[Stored items]
....

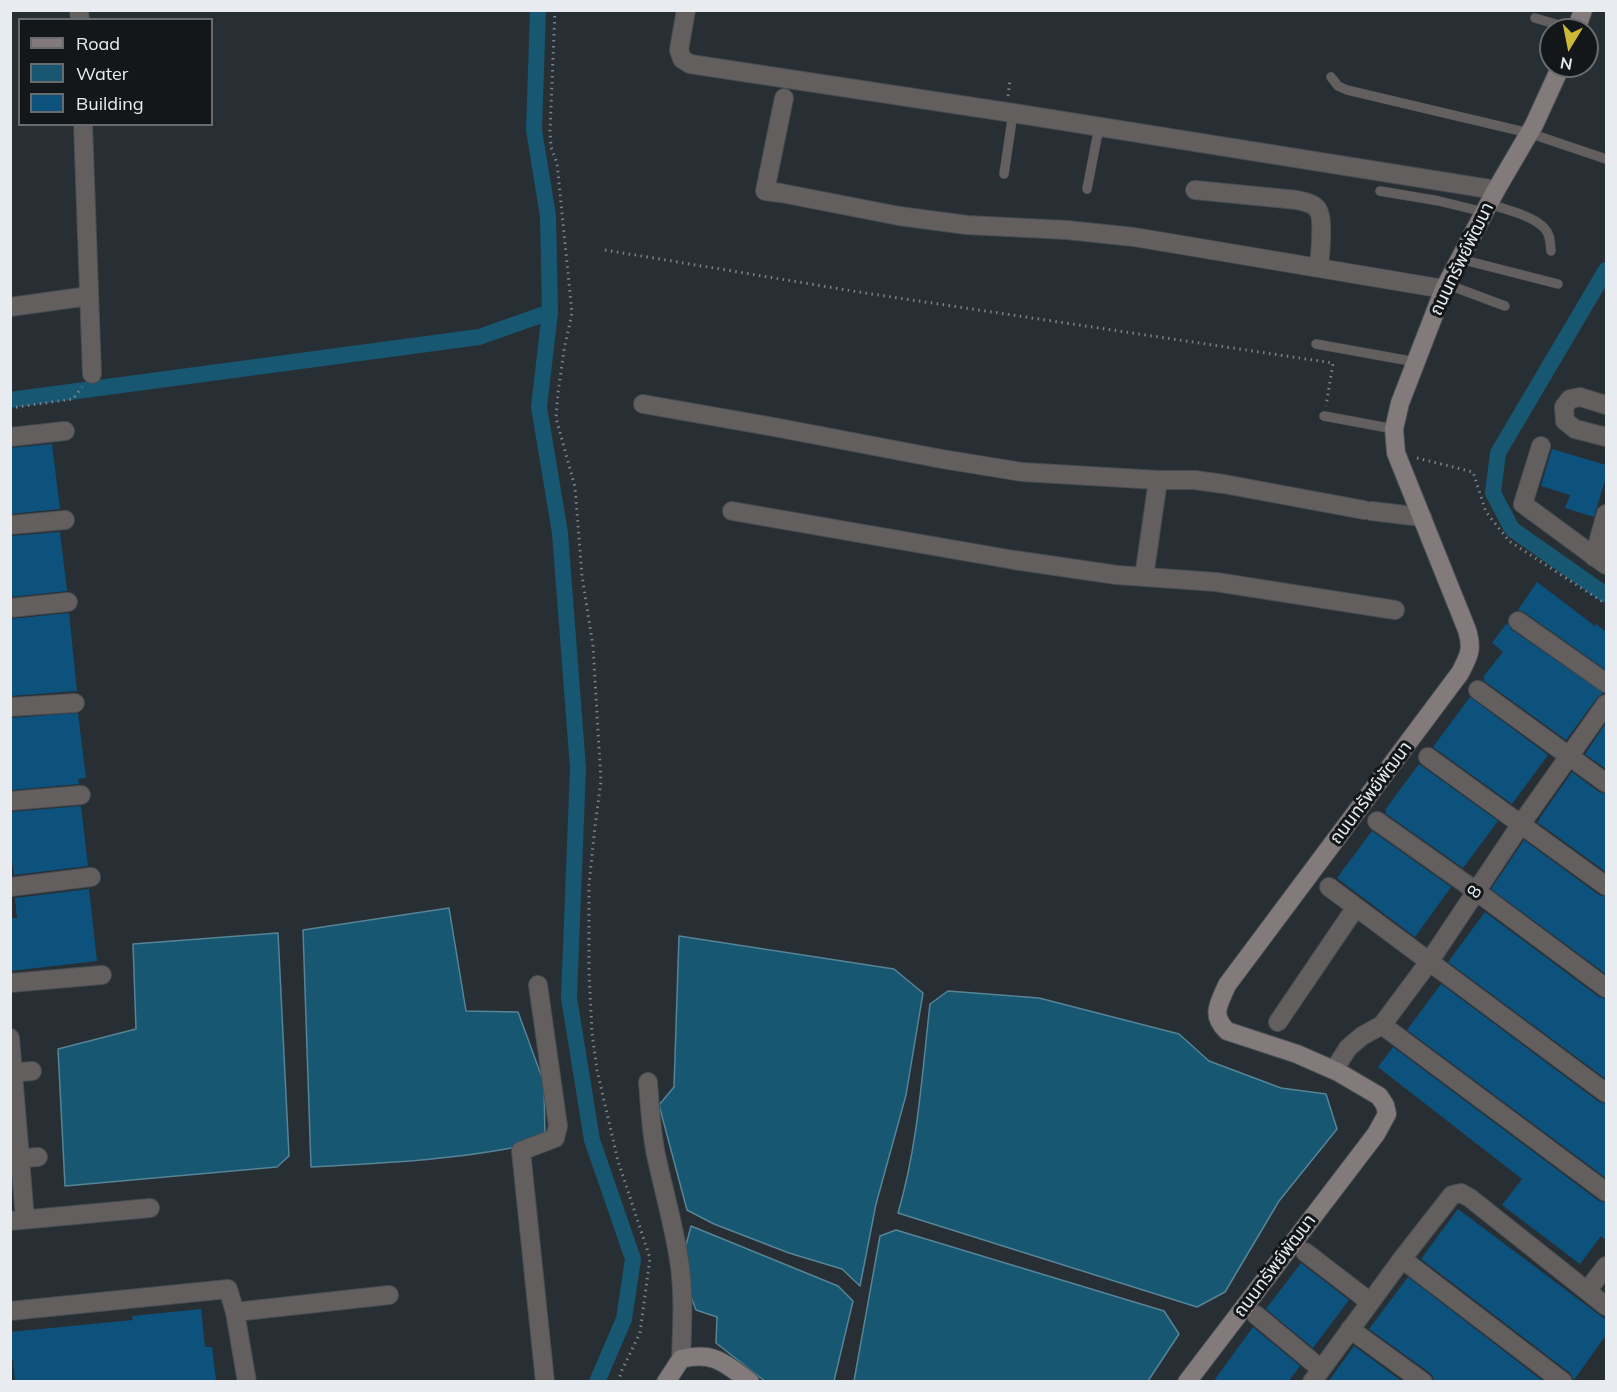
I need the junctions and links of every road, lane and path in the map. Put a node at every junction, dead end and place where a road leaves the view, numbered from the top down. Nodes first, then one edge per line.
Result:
1 (555, 10) edge
2 (686, 10) edge
3 (1535, 18) dead end
4 (1539, 19) edge
5 (1331, 77) dead end
6 (1555, 78) edge
7 (784, 98) dead end
8 (1013, 113) junction
9 (83, 126) edge
10 (1099, 127) junction
11 (1529, 133) junction
12 (1606, 159) edge
13 (1004, 174) dead end
14 (1088, 189) dead end
15 (1195, 190) dead end
16 (1380, 190) dead end
17 (1490, 202) junction
18 (605, 250) dead end
19 (1551, 252) dead end
20 (1460, 259) junction
21 (1319, 268) junction
22 (1558, 284) dead end
23 (1445, 286) junction
24 (89, 296) junction
25 (1505, 306) dead end
26 (10, 307) edge
27 (1316, 344) dead end
28 (1416, 362) junction
29 (92, 374) dead end
30 (73, 399) dead end
31 (643, 404) dead end
32 (1606, 405) edge
33 (10, 408) edge
34 (1324, 416) joint
35 (1394, 429) junction
36 (65, 430) dead end
37 (10, 437) edge
38 (1606, 437) edge
39 (1541, 446) dead end
40 (1396, 453) junction
41 (1158, 480) junction
42 (732, 511) dead end
43 (1606, 514) edge
44 (1422, 517) junction
45 (65, 520) dead end
46 (10, 525) edge
47 (1600, 561) edge
48 (1144, 577) junction
49 (68, 602) dead end
50 (1606, 604) edge
51 (10, 608) edge
52 (1395, 610) dead end
53 (1518, 621) dead end
54 (1606, 683) edge
55 (1478, 690) dead end
56 (75, 703) dead end
57 (1606, 704) edge
58 (10, 707) edge
59 (1569, 756) junction
60 (1428, 757) dead end
61 (1606, 783) edge
62 (81, 795) dead end
63 (10, 801) edge
64 (1377, 821) dead end
65 (1521, 824) junction
66 (91, 877) dead end
67 (1606, 886) edge
68 (10, 887) edge
69 (1329, 887) dead end
70 (1476, 891) junction
71 (1356, 907) junction
72 (1430, 962) junction
73 (102, 975) dead end
74 (10, 982) edge
75 (538, 985) dead end
76 (1606, 988) edge
77 (1278, 1022) dead end
78 (1382, 1025) junction
79 (10, 1038) edge
80 (1334, 1070) junction
81 (32, 1071) dead end
82 (12, 1073) edge
83 (648, 1082) dead end
84 (1606, 1093) edge
85 (38, 1157) dead end
86 (15, 1159) edge
87 (1606, 1192) edge
88 (150, 1208) dead end
89 (18, 1220) edge
90 (1305, 1251) dead end
91 (1402, 1259) junction
92 (1606, 1266) edge
93 (1587, 1291) junction
94 (389, 1295) dead end
95 (1370, 1302) junction
96 (1606, 1306) edge
97 (10, 1311) edge
98 (235, 1312) junction
99 (1256, 1315) dead end
100 (1350, 1329) junction
101 (681, 1359) junction
102 (1316, 1375) edge
103 (1191, 1380) edge
104 (247, 1382) edge
105 (545, 1382) edge
106 (618, 1382) edge
107 (666, 1382) edge
108 (750, 1382) edge
109 (1423, 1382) edge
110 (1563, 1382) edge

1 - 106 path
2 - 8 street
3 - 4 lane
5 - 11 lane
6 - 11 street, ถนนทรัพย์พัฒนา
7 - 21 street
8 - 10 street
8 - 13 lane
9 - 24 street
10 - 14 lane
10 - 17 street
11 - 12 lane
11 - 17 street, ถนนทรัพย์พัฒนา
15 - 21 street
16 - 17 lane
17 - 19 lane
17 - 20 street, ถนนทรัพย์พัฒนา
18 - 34 path
20 - 22 lane
20 - 23 street, ถนนทรัพย์พัฒนา
21 - 23 street
23 - 25 lane
23 - 28 street, ถนนทรัพย์พัฒนา
24 - 26 street
24 - 29 street
27 - 28 lane
28 - 35 street, ถนนทรัพย์พัฒนา
30 - 33 path
31 - 41 street
32 - 38 street
34 - 35 lane
35 - 40 street, ถนนทรัพย์พัฒนา
36 - 37 street
39 - 47 street
40 - 44 street, ถนนทรัพย์พัฒนา
40 - 50 path
41 - 44 street
41 - 48 street
42 - 48 street
43 - 47 street
44 - 80 street, ถนนทรัพย์พัฒนา
45 - 46 street
48 - 52 street
49 - 51 street
53 - 54 street
55 - 59 street
56 - 58 street
57 - 59 street, 8
59 - 61 street
59 - 65 street, 8
60 - 65 street
62 - 63 street
64 - 70 street
65 - 67 street
65 - 70 street, 8
66 - 68 street
69 - 71 street
70 - 72 street, 8
70 - 76 street
71 - 72 street
71 - 77 street
72 - 78 street, 8
72 - 84 street
73 - 74 street
75 - 105 street
78 - 80 street, 8
78 - 87 street
79 - 82 street
80 - 103 street, ถนนทรัพย์พัฒนา
81 - 82 street
82 - 86 street
83 - 101 street
85 - 86 street
86 - 89 street
88 - 89 street
90 - 95 street
91 - 93 street
91 - 95 street
91 - 110 street
92 - 93 street
93 - 96 street
94 - 98 street
95 - 100 street
97 - 98 street
98 - 104 street
99 - 102 street
100 - 102 street
100 - 109 street
101 - 107 street
101 - 108 street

....

• _What you will do_
Read the entries and select each line where the word "ถนนทร" is found.

• _Result_
6 - 11 street, ถนนทรัพย์พัฒนา
11 - 17 street, ถนนทรัพย์พัฒนา
17 - 20 street, ถนนทรัพย์พัฒนา
20 - 23 street, ถนนทรัพย์พัฒนา
23 - 28 street, ถนนทรัพย์พัฒนา
28 - 35 street, ถนนทรัพย์พัฒนา
35 - 40 street, ถนนทรัพย์พัฒนา
40 - 44 street, ถนนทรัพย์พัฒนา
44 - 80 street, ถนนทรัพย์พัฒนา
80 - 103 street, ถนนทรัพย์พัฒนา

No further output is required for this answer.